*** Data to use Section Begins ***
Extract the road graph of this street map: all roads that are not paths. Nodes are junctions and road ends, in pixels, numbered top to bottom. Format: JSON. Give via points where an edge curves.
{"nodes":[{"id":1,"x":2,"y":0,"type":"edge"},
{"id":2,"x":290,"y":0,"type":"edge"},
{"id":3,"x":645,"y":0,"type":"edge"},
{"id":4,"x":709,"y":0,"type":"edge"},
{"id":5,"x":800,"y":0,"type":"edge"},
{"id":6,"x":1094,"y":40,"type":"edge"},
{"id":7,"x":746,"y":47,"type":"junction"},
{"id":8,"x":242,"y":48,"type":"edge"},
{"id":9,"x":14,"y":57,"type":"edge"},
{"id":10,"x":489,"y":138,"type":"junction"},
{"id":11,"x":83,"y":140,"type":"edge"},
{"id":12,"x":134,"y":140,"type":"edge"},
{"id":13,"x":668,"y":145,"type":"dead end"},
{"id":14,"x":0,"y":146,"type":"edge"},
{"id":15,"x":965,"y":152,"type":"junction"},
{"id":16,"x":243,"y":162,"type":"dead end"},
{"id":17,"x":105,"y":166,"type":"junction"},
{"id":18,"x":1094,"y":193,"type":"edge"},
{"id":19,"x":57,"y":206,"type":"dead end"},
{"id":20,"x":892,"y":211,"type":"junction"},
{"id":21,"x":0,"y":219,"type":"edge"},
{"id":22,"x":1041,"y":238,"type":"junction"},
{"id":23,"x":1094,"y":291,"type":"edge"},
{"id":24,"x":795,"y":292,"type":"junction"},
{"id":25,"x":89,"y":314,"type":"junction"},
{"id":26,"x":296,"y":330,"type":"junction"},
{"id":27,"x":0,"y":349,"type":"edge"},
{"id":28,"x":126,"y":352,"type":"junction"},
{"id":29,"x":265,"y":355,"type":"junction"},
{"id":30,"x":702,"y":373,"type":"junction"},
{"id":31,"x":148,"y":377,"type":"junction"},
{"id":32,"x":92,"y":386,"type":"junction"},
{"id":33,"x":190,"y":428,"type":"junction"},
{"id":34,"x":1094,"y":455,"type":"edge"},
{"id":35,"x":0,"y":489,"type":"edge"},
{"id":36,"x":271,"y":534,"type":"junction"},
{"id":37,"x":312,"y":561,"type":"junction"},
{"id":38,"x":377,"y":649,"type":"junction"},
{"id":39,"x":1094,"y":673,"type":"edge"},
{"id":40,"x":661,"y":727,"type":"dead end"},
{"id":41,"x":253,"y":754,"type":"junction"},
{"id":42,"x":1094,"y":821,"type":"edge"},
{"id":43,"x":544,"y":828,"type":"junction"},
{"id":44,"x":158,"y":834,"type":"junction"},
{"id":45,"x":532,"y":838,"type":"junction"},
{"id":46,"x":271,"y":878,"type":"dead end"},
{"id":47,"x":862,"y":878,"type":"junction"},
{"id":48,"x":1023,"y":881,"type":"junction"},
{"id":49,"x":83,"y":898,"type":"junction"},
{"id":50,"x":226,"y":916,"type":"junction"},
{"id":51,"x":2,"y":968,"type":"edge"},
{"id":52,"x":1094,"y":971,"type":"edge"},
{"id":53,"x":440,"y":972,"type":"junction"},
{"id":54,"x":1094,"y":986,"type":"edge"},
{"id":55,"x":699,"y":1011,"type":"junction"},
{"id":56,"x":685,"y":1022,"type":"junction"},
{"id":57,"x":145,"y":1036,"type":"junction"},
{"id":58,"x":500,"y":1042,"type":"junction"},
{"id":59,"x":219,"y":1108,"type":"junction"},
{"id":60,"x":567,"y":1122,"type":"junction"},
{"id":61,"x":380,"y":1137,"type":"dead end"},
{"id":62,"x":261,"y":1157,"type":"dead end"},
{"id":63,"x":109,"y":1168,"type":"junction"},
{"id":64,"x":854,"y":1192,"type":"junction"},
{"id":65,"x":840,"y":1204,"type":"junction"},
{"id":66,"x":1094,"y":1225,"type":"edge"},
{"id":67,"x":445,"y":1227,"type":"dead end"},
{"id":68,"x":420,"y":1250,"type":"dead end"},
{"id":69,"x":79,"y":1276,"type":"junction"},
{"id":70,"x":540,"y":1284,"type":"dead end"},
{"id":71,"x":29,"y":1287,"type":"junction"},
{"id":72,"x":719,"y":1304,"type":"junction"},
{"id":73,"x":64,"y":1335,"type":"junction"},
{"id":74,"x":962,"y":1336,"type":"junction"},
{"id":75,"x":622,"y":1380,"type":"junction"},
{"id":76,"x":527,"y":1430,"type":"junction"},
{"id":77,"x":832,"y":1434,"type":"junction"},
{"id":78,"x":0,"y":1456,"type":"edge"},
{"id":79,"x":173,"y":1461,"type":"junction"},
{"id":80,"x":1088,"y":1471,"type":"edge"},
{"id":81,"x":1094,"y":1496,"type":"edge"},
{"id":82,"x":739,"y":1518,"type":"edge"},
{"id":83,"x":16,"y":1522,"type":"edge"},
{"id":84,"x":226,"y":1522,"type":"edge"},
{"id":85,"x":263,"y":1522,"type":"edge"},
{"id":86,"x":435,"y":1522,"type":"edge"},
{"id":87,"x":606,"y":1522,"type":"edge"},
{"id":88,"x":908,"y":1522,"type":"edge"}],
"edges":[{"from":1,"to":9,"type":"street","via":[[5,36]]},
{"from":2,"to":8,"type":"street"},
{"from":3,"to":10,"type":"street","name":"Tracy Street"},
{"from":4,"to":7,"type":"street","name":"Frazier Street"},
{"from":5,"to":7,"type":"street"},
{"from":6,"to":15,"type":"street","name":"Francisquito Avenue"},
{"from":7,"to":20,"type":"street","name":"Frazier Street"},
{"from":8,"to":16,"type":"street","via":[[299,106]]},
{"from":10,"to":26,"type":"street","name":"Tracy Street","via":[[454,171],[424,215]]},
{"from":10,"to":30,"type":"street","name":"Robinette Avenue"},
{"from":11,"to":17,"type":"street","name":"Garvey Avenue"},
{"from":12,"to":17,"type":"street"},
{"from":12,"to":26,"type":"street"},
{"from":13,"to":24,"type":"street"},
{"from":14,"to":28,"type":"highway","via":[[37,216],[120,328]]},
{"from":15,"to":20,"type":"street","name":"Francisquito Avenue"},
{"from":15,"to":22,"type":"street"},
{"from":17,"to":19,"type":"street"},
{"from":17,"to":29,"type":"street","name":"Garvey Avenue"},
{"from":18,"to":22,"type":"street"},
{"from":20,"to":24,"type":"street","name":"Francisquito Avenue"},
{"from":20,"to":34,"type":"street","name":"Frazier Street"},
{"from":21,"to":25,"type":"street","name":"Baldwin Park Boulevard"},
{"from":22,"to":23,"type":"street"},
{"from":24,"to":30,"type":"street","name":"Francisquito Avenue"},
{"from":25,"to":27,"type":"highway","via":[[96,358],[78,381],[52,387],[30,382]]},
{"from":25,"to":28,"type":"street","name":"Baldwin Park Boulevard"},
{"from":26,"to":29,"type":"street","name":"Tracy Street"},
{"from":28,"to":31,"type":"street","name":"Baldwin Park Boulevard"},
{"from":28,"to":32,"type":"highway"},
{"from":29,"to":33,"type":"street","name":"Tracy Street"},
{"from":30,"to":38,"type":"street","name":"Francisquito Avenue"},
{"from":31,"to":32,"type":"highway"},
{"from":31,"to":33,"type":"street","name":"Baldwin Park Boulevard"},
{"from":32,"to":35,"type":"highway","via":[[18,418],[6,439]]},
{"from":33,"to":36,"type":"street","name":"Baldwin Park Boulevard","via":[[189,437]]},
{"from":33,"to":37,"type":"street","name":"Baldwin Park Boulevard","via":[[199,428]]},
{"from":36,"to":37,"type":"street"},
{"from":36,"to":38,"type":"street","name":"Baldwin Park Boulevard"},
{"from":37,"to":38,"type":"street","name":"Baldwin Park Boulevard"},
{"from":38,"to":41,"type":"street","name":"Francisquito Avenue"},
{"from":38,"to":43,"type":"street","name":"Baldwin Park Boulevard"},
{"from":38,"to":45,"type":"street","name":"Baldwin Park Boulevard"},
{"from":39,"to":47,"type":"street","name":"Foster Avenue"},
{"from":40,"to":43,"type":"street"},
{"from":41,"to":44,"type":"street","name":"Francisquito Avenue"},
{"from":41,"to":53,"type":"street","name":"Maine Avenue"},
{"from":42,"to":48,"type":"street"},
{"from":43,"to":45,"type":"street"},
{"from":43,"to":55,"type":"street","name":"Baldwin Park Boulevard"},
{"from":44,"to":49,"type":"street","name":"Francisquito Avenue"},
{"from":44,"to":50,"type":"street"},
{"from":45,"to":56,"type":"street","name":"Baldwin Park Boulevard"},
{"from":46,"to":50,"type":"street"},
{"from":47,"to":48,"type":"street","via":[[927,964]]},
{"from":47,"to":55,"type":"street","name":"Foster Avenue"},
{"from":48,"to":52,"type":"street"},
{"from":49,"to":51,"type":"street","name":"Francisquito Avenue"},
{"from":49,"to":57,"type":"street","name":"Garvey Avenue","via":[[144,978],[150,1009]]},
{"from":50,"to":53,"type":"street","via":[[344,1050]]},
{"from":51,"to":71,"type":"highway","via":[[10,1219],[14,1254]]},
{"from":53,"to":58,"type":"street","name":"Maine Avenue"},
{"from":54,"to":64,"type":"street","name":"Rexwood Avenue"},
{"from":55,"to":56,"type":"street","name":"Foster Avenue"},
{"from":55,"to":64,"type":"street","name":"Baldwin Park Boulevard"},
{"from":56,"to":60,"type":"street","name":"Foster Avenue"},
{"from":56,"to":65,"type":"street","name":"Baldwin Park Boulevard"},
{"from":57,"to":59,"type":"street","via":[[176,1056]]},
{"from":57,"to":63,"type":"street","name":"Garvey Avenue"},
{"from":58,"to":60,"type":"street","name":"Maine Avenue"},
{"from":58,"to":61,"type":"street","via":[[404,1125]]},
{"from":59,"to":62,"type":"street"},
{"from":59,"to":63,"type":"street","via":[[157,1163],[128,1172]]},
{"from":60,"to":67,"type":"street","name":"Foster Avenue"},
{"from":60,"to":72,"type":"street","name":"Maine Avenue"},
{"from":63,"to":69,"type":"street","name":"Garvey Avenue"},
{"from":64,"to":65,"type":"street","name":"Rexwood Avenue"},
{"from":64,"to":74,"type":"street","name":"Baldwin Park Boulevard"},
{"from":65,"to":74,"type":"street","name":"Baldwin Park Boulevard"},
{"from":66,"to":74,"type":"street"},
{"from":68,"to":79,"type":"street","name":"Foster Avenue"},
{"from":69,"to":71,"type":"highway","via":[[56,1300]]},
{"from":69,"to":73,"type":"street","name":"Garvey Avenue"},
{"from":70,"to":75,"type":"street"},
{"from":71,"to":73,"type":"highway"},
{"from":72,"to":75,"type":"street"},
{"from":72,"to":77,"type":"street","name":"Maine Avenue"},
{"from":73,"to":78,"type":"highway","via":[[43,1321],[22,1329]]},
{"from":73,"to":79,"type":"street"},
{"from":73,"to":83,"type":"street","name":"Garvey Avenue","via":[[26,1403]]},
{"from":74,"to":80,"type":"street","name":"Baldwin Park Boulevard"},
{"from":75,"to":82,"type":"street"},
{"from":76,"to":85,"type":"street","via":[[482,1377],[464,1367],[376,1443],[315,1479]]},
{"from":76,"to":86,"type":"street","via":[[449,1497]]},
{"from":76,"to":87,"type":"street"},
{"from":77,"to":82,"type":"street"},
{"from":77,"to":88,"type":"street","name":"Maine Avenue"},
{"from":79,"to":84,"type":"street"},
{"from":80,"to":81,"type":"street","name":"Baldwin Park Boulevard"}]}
*** Data to use Section Ends ***
### The problem
Given the data above, which lines hold the string "Rexwood"? Return them.

### Exercise response
{"from":54,"to":64,"type":"street","name":"Rexwood Avenue"},
{"from":64,"to":65,"type":"street","name":"Rexwood Avenue"},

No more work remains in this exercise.